The Changing Fortunes of Britain’s ‘Heritage’ of Historic Buildings since 1945

By Janet Inglis, University of Dundee, Scotland, and Webster University, Leiden, The Netherlands (September 2009)


Sections: Britain & Ireland

Subjects: Cultural History, Historiography, Study of History, History.

Places: Europe, United Kingdom of Great Britain and Northern Ireland.

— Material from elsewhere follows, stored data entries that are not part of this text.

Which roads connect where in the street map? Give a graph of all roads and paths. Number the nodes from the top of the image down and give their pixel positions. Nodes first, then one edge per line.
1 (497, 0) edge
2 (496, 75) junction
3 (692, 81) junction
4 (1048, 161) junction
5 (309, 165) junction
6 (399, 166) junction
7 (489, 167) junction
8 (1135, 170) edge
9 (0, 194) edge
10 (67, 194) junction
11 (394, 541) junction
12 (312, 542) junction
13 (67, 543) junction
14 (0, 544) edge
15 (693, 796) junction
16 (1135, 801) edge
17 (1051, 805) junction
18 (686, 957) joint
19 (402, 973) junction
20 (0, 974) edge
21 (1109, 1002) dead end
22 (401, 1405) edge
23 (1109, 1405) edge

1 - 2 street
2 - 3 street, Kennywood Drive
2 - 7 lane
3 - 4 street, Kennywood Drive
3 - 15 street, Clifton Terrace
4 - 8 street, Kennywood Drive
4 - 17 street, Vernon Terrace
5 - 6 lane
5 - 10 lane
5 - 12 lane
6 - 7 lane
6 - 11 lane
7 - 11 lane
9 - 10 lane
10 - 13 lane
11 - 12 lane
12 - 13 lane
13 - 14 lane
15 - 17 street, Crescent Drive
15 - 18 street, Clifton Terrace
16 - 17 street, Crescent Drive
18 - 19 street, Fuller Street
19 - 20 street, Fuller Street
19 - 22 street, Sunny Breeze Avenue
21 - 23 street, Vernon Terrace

Periods: 1000 - 1999, 1900-1999.

Key Topics: historical monuments, arts and architecture, social change.

Abstract

The past 60 years have seen a dramatic turnaround in public attitudes to historic buildings in the UK, shifting from contempt to veneration. This has resulted in a corresponding change in fortunes; buildings that would have been carelessly demolished 50 years ago are now protected and cherished. The historiographical literature of the period is largely dominated, in the post-war years, by despairing pleas for greater attention, funding and respect for historic buildings, written by those who championed the seemingly hopeless cause of preservation and conservation. From the mid 1970s, the climate became increasingly favourable to ‘heritage’ and conservation, and several restoration narratives were published by those who rebuilt ruinous historic buildings for reoccupation. In the 1980s, the circle began to turn as an ‘anti-heritage’ literature sprang up to challenge the conservationists; ‘heritage’ still has almost comic connotations in some academic circles. The current conservation debate among architectural historians and heritage supporters, crudely put, is a polarized stand-off between the Ruinists and the Restorers, with economics now edging in as a justification for interventions.